CJB Imageboard Mk.II

Between July 30th and December 25th, 2013, yours truly rode his humble Honda CT110 “Postie Bike” completely around Australia…

In summary:

  • 20,000 kms (exactly!)
  • 149 days
  • 420 hours of bum-on-seat
  • ~$1050 in fuel… (and ~$7000 other costs)
  • met hundreds of great people (and 2 arseholes)
  • Three easily-fixed issues with the bike
  • One accident — and it happened 5 minutes before the end of the 5 month ride! D’oh… Rider and bike unhurt.

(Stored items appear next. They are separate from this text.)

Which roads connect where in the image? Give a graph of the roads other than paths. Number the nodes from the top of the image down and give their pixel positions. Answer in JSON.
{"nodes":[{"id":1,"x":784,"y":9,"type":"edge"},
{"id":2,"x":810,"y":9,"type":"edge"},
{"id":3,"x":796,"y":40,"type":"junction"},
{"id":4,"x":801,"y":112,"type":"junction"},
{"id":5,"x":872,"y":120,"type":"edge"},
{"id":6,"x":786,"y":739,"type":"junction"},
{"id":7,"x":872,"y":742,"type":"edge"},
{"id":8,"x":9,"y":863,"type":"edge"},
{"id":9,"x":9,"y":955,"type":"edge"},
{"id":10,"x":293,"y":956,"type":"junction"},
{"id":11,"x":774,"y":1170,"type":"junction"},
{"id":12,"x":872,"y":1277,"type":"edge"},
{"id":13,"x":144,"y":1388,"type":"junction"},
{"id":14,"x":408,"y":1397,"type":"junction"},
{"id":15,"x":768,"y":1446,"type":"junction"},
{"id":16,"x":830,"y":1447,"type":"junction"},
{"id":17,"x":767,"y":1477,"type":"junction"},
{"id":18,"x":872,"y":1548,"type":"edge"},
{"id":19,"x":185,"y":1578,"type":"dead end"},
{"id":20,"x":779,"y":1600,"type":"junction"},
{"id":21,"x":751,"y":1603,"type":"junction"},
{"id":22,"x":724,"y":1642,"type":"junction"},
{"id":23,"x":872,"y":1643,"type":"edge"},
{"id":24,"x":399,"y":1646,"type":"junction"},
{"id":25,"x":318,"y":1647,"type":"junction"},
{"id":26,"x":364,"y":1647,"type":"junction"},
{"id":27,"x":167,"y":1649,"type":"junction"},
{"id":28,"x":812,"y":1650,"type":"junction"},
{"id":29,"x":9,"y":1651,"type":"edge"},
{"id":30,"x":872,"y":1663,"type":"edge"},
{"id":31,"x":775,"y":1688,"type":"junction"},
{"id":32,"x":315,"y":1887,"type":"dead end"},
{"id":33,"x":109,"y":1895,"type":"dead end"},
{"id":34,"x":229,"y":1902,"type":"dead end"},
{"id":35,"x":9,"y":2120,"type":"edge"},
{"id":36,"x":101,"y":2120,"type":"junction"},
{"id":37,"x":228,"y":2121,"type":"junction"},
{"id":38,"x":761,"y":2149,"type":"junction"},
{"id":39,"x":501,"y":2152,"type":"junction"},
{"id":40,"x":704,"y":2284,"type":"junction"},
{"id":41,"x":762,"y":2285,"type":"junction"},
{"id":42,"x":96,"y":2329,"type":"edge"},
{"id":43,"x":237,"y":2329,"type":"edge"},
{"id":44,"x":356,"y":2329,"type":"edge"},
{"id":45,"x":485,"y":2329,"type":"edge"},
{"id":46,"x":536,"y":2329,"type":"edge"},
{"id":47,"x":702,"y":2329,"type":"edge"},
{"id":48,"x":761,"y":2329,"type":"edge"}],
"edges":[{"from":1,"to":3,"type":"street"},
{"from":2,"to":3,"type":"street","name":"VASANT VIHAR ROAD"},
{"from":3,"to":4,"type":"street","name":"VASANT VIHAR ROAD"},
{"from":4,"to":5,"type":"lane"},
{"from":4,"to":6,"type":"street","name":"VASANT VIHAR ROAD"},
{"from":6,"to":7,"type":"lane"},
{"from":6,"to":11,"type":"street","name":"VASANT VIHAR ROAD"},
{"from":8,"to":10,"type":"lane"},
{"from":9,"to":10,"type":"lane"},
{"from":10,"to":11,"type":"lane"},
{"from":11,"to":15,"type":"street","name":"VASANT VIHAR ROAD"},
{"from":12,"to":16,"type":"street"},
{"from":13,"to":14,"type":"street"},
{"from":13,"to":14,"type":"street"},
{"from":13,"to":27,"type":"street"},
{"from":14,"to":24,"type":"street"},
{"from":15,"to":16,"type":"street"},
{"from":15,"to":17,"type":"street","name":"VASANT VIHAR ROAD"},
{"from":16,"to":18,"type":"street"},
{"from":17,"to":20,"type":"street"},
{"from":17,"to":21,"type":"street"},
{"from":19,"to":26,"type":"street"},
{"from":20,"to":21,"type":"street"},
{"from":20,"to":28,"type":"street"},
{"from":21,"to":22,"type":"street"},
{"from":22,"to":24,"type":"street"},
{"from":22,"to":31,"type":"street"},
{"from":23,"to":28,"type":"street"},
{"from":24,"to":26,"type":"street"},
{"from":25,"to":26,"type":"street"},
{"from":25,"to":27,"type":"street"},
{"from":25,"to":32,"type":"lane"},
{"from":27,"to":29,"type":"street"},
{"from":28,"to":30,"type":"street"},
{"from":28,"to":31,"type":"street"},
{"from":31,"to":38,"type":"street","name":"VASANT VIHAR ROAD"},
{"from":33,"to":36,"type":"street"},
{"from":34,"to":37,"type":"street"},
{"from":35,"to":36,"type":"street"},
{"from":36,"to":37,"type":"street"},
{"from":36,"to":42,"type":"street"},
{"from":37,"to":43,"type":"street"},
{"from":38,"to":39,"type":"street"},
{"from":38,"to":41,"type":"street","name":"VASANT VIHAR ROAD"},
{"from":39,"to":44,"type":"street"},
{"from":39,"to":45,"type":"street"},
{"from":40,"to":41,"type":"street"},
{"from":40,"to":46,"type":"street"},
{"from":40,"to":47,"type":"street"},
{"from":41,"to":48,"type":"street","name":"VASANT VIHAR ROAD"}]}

Preparing 5 months worth of photos (over 17,000!) and journal entries for this blog will certainly be a bit of a slog to get though… but in the meantime, here’s copies of messages posted through email and Facebook:

July 25 — “The Postie bike is now legal for another 12 months (had the bring the rego forward and get that out of the way before leaving the state) …and it’s looking like I’ll be starting the WA trip[*] on Monday morning.”

* “Postie Trip III: The Search for Crocs”

August 2 — “Currently in Yass! .. Spent the first (sleepless+wet) night at Belangelo, left early at 4am, then had a much better two days at Wingello S.F (great campground!). I’m now about to stay 1-2 nights at Juligong (depending on conditions..)”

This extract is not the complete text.